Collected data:
──────────────────────────────
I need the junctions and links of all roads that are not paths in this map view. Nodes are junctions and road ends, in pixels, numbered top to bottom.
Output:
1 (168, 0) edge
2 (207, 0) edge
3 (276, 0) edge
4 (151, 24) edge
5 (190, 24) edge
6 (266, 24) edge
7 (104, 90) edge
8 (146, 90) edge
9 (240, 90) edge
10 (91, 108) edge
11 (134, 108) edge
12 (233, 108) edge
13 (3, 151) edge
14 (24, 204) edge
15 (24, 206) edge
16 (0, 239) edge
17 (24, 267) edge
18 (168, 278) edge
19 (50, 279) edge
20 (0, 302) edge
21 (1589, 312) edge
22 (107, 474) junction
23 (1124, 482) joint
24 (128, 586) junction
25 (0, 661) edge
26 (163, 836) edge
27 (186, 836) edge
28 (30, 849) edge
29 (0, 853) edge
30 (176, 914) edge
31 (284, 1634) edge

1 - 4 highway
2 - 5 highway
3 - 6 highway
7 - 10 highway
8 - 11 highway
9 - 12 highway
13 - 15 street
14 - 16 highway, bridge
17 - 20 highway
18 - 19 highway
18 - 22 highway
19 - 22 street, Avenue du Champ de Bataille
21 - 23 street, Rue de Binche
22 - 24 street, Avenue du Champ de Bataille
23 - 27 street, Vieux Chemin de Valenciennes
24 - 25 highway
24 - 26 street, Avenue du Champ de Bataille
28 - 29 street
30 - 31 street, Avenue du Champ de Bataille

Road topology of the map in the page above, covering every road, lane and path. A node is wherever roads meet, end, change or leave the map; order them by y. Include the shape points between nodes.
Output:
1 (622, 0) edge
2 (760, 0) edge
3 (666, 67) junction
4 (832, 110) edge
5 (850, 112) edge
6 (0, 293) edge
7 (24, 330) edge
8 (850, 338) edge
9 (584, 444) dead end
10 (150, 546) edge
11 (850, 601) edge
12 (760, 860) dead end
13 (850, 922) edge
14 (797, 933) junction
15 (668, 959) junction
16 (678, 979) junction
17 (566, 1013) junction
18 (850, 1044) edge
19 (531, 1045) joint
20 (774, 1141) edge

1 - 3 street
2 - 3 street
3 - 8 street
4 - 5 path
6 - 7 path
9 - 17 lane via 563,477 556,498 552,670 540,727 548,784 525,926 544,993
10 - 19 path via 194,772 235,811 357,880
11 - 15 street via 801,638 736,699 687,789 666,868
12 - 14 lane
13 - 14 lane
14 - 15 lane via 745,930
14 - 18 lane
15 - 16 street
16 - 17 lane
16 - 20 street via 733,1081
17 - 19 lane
──────────────────────────────
Work to be completed:
Looking at the entries above, work out how many lines include the word "road" and reply with that number alone.

Response for this exercise:
2